Another tool being introduced in various forms is one that takes advantage of full bandwidth spectrum analysis, enabling the capture of RF performance across the full frequency range.

This software-enabled tool takes advantage of the inherent capabilities of chips inside cable modems, set-top boxes, eMTAs, E-DTAs and gateways. Being able to pull spectral data from anywhere, at any time, and at any resolution is incredibly powerful for identifying potential customer-impacting network issues and resolving them. Correlating this data with other data sets and using it in places like MDUs provides a very powerful problem solver indeed.

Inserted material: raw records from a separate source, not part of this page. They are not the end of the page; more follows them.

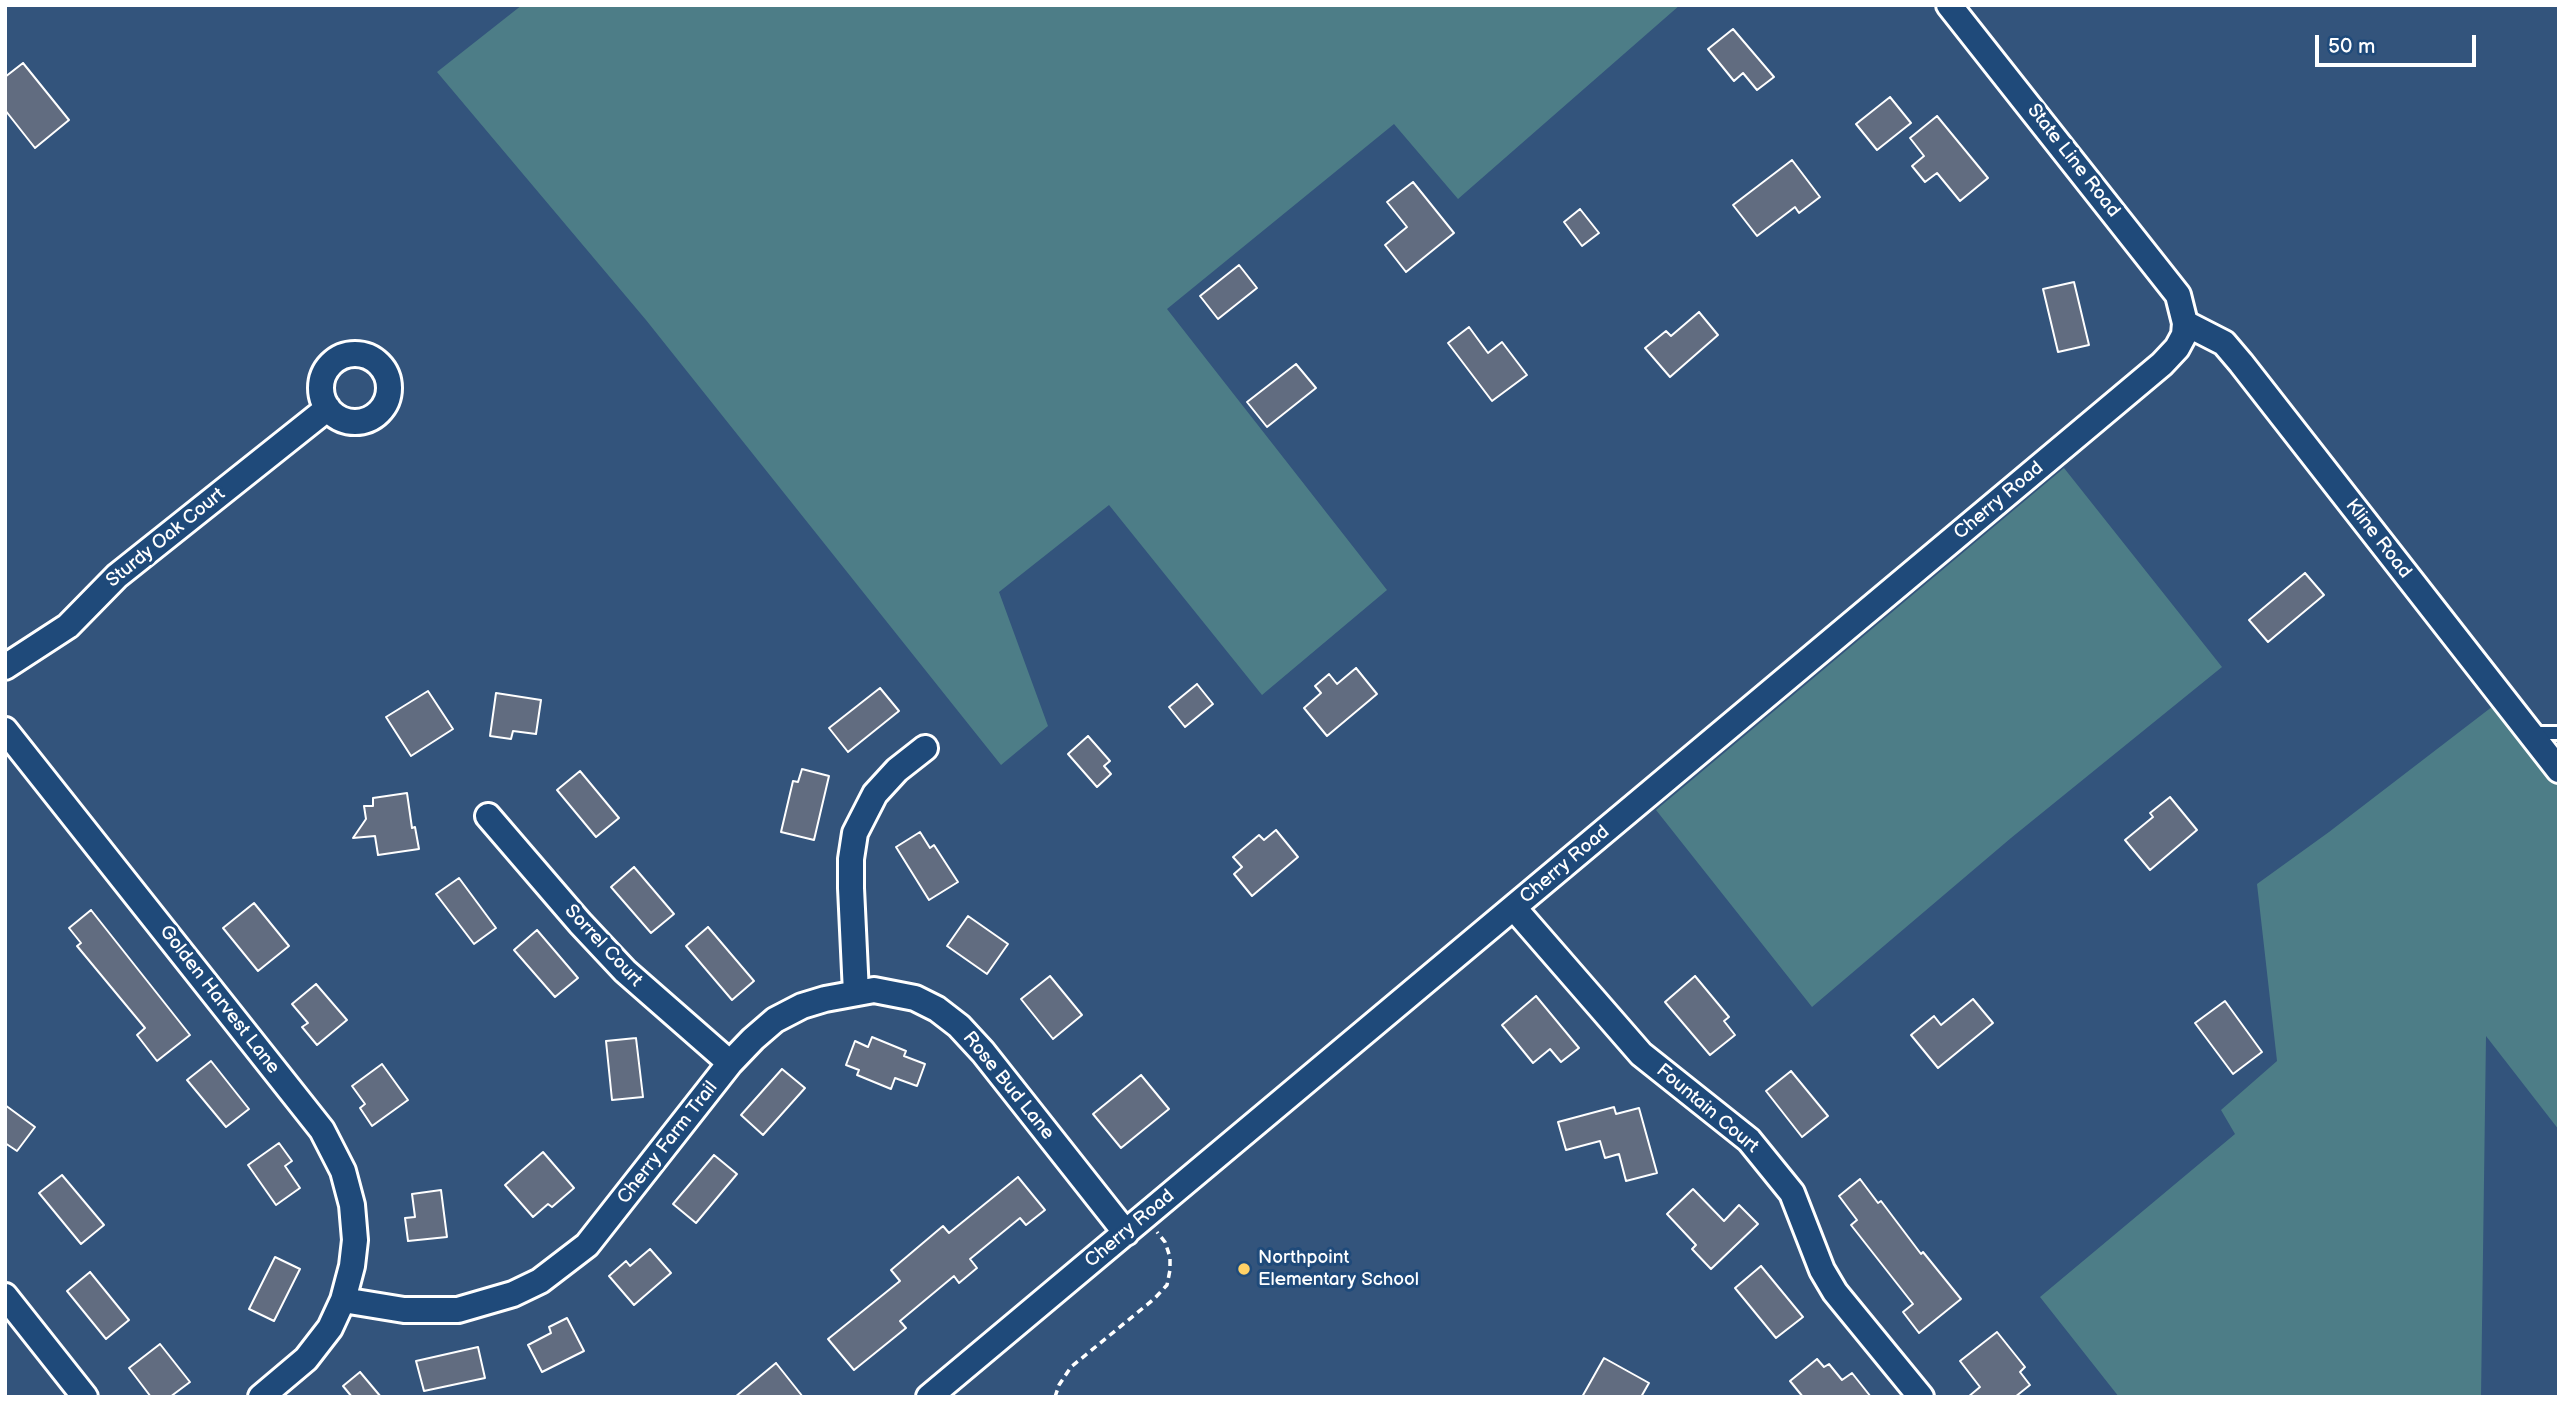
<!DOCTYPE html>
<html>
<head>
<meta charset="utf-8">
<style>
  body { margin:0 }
  #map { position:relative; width:2564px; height:1402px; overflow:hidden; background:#33547c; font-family:"Balsamiq Sans",sans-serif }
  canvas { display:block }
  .frame { position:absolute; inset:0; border:7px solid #fff; pointer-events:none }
  .scale { position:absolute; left:2315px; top:35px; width:161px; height:32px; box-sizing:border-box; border:4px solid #fff; border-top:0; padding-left:9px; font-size:21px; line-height:24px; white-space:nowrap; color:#fff; -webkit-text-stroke:5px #1f4a7a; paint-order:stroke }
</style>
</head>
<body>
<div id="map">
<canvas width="2564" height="1402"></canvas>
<div class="frame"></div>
<div class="scale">50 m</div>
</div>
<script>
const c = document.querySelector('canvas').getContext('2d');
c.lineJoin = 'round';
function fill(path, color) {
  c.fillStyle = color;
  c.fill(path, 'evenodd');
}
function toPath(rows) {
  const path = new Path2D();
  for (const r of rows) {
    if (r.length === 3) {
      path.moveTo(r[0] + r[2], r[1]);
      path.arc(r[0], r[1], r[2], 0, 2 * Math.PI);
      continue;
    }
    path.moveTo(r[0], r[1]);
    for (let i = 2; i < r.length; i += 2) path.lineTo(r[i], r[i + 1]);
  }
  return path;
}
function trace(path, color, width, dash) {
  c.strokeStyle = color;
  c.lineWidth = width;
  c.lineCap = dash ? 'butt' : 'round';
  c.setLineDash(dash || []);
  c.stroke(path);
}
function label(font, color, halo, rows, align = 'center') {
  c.font = font + ' "Balsamiq Sans",sans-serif';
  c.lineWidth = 6;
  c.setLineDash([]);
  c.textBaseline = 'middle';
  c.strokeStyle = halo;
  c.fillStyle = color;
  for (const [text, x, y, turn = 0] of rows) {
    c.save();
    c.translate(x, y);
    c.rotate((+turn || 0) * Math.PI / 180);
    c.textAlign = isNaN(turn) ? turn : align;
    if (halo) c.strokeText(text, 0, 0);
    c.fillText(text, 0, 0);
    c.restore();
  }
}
fill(toPath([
  [522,5,1680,5,1458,199,1394,124,1167,309,1387,590,1262,695,1109,505,999,592,1048,726,1001,765,646,320,437,72],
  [2064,468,2222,667,2011,838,1812,1007,1656,810],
  [2497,703,2559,781,2559,1130,2486,1036,2481,1397,2119,1397,2040,1297,2235,1134,2221,1110,2277,1061,2257,884,2329,832]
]), '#4d7d87');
const building = toPath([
  [1733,29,1774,77,1757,90,1743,73,1734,81,1708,49,1733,29],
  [23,63,69,120,35,148,5,110,5,77,23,63],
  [1890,97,1911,123,1877,150,1856,124,1890,97],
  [1937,116,1988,178,1960,201,1937,173,1925,182,1912,166,1924,156,1910,138,1937,116],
  [1792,160,1820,197,1799,213,1795,207,1757,236,1733,205,1792,160],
  [1413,182,1454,233,1406,272,1385,245,1407,227,1387,202,1413,182],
  [1580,209,1599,233,1582,246,1564,222,1580,209],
  [1239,265,1257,288,1218,319,1200,296,1239,265],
  [2074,282,2089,345,2058,352,2043,289,2074,282],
  [1699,312,1718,335,1670,377,1645,348,1666,331,1671,336,1699,312],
  [1469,327,1488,353,1502,342,1527,375,1492,401,1448,343,1469,327],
  [1296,364,1316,388,1267,427,1247,402,1296,364],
  [2305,573,2324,595,2268,642,2249,620,2305,573],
  [1356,668,1377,694,1327,736,1304,708,1321,693,1315,686,1329,674,1337,684,1356,668],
  [1197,684,1213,704,1185,727,1169,707,1197,684],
  [880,688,899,711,848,752,829,728,880,688],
  [428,691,453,729,411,756,386,717,428,691],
  [496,693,541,700,536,734,513,731,511,739,490,736,496,693],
  [1088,736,1110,761,1104,766,1111,774,1097,787,1068,754,1088,736],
  [802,769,829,776,814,840,781,832,793,781,798,782,802,769],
  [580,771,619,818,596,837,557,790,580,771],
  [407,793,412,828,415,827,419,849,378,855,375,836,353,838,366,819,364,806,373,806,373,798,407,793],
  [2170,797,2197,830,2150,870,2125,840,2153,817,2150,813,2170,797],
  [1276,830,1298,857,1252,896,1234,874,1242,867,1233,857,1259,835,1264,840,1276,830],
  [920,832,930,848,934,845,958,882,929,900,896,847,920,832],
  [634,867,674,914,651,933,611,887,634,867],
  [459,878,496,928,474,944,436,894,459,878],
  [254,903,289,946,258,971,223,928,254,903],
  [91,910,190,1035,157,1061,137,1035,145,1028,77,946,81,943,69,928,91,910],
  [968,916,1008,944,987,974,947,946,968,916],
  [708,927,754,981,732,1000,686,946,708,927],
  [537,930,578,978,555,997,514,950,537,930],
  [1050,976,1082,1015,1053,1039,1021,999,1050,976],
  [1695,976,1729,1017,1724,1021,1735,1035,1710,1055,1665,1002,1695,976],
  [316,984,347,1020,317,1045,302,1027,308,1023,292,1004,316,984],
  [1536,996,1579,1048,1561,1062,1550,1049,1533,1063,1502,1025,1536,996],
  [1973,999,1993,1023,1938,1068,1911,1035,1934,1016,1941,1025,1973,999],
  [2225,1001,2262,1052,2233,1074,2195,1023,2225,1001],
  [872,1037,906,1051,904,1056,925,1064,917,1086,895,1078,891,1089,857,1075,859,1070,846,1065,855,1041,868,1047,872,1037],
  [636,1038,643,1097,612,1100,606,1041,636,1038],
  [211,1061,249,1109,226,1127,187,1080,211,1061],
  [382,1064,408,1100,372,1126,360,1108,365,1104,352,1086,382,1064],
  [782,1069,805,1088,763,1135,741,1115,782,1069],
  [1791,1071,1828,1116,1802,1137,1766,1091,1791,1071],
  [1141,1075,1169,1109,1121,1148,1093,1114,1141,1075],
  [5,1105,35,1127,17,1151,5,1143,5,1105],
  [1614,1107,1616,1114,1639,1108,1657,1173,1626,1181,1619,1154,1605,1158,1600,1141,1566,1150,1558,1122,1614,1107],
  [279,1143,292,1161,285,1166,300,1188,276,1205,248,1165,279,1143],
  [543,1152,574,1188,552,1207,548,1204,533,1217,505,1185,543,1152],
  [714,1155,737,1174,696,1223,673,1204,714,1155],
  [62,1175,104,1225,81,1244,39,1193,62,1175],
  [1018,1177,1045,1210,1026,1225,1020,1218,970,1259,977,1268,959,1283,954,1276,900,1321,906,1328,854,1370,828,1339,900,1281,891,1270,943,1226,949,1233,1018,1177],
  [1860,1179,1878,1203,1881,1201,1921,1254,1923,1252,1961,1299,1919,1333,1903,1312,1913,1304,1851,1225,1857,1220,1839,1196,1860,1179],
  [1693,1189,1724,1221,1739,1205,1758,1224,1711,1269,1692,1249,1696,1245,1667,1214,1693,1189],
  [441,1190,447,1237,408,1241,405,1218,415,1217,412,1194,441,1190],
  [650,1249,671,1273,634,1305,609,1276,626,1261,630,1266,650,1249],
  [275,1257,300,1269,274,1321,249,1309,275,1257],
  [1761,1266,1803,1317,1776,1338,1735,1288,1761,1266],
  [90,1272,129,1320,106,1339,67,1291,90,1272],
  [567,1318,584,1351,542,1372,528,1345,551,1333,549,1327,567,1318],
  [1997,1332,2025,1367,2020,1372,2030,1385,2015,1397,1968,1397,1980,1387,1960,1361,1997,1332],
  [160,1344,190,1382,170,1397,151,1397,129,1368,160,1344],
  [478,1347,485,1378,424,1391,416,1361,478,1347],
  [1604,1358,1649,1383,1641,1397,1582,1397,1604,1358],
  [1817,1359,1824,1367,1829,1364,1842,1380,1852,1373,1871,1397,1803,1397,1790,1381,1817,1359],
  [776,1363,803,1397,735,1397,776,1363],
  [360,1372,381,1397,352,1397,343,1386,360,1372]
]);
fill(building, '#616c80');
trace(building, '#fff', 2);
const lane = toPath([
  [2530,733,2559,733]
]);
const street = toPath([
  [2185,323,2224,343,2241,363,2559,770],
  [355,388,34],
  [5,667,68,626,117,576,328,408],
  [5,730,322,1130,343,1171,352,1205,355,1240,352,1266,343,1300,330,1328,306,1359,261,1397],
  [488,816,580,923,625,971,730,1063],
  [1514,908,1641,1054,1749,1140,1792,1193,1822,1270,1835,1292,1921,1397],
  [856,993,851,888,851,859,855,833,875,794,897,770,925,748],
  [5,1296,85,1397],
  [343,1300,404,1310,458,1310,513,1294,540,1281,587,1245,730,1063,753,1039,775,1020,802,1006,825,999,874,990,915,998,937,1009,959,1026,983,1052,1126,1233],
  [929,1397,2069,442,2162,364,2177,348,2184,335,2185,323,2178,295,1949,5]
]);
trace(lane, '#fff', 18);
trace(street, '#fff', 30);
trace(toPath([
  [1055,1397,1059,1385,1071,1367,1154,1299,1167,1285,1170,1270,1170,1257,1165,1242,1157,1232]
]), '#fff', 3.5, [7, 5]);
trace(lane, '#1f4a7a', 12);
trace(street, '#1f4a7a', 24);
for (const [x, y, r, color] of [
  [1244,1269,7,"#ffd166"]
]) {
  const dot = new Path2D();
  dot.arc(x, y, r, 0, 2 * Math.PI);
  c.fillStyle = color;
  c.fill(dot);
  trace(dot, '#1f4a7a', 2.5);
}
label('19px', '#fff', '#1f4a7a', [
  ["State Line Road",2073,161,52],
  ["Cherry Road",1999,501,-40],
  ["Sturdy Oak Court",166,538,-39],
  ["Kline Road",2378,539,52],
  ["Cherry Road",1565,865,-40],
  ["Sorrel Court",603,946,47],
  ["Golden Harvest Lane",219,1000,52],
  ["Rose Bud Lane",1008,1086,51],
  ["Fountain Court",1707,1109,40],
  ["Cherry Farm Trail",668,1143,-52],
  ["Cherry Road",1130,1229,-40]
]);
label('19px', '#fff', '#1f4a7a', [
  ["Northpoint",1258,1258],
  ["Elementary School",1258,1280]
], 'left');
</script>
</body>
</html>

As good and valuable as these tools are, they are still reactive. The question is how do we identify potential troubles and address them before they manifest into real problems, much less impact a customer? To start, we can take lessons from other industries and apply advanced techniques available today for predictive modeling. One business that we can learn from is the cement industry where significant issues were seen with an 1800 rpm mixer drum motor and cement screw. Downtime was being experienced from dry ball bearings, loose belts and shaft misalignments, all causing expensive replacement of parts and equally costly preventative maintenance procedures.

The truck owners performed vibration analyses and counted the vibrations per second which they used to set thresholds which when exceeded signaled a problem was beginning to happen. It was a useful predictive indicator, but it did not isolate the source of the vibration.

The source was found by performing a FFT on the data and observing the amplitude and frequency response, which correlated to the specific type of equipment that was beginning to have issues. This was accomplished by deploying accelerometer sensors on the trucks and using a handheld analyzer. Maintenance costs were dropped 60 percent, and nearly 98 percent of breakdowns were eliminated (more on this analysis is on our web site).

Note that this was accomplished in 1979! Today, we have big data analytics and far more advanced signal processing techniques.

With the continued deployment of sensor technology, an almost unlimited amount of previously unrelated and unavailable data is now available to us. By leveraging this plethora of information we will allow operations professionals unprecedented visibility and centralized control of their networks.

There are three distinct data mining applications cable can take advantage of.

Classification is used to identify a risk of failure by finding variables that are strongly related to a variable of interest and helps develop predictive models. Regression looks for similar variable correlation to aid in foreseeing problems in stochastic processes. Clustering is where a variable of interest is undetermined and attempts are made to compare, assign, measure and identify new, informative variable clusters of data.

Using data mining algorithms also identifies new data sets that predict future values of statistical univariate or multivariate series that are based on historical and what seems like unrelated observations. Additionally, spectral analysis of this data allows for the identification of unseen periodicity properties of the system being analyzed.

Finally, applying advanced correlation techniques and algorithms can vastly improve the relationship between seemingly unrelated sets of data which then provide better precision in truly predictive analyses.

These techniques yield incredibly valuable information that can be used to improve the actual measurement methods themselves, thus improving the quality of the data being gathered and subsequently the predictive capabilities altogether. Furthermore, correlation can be performed in multiple dimensions and even be further enhanced by using various correlation filters or estimators.

Employing these techniques, we will be able to solidify our place atop the network operations world by identifying and correcting customer impacting events before they even happen.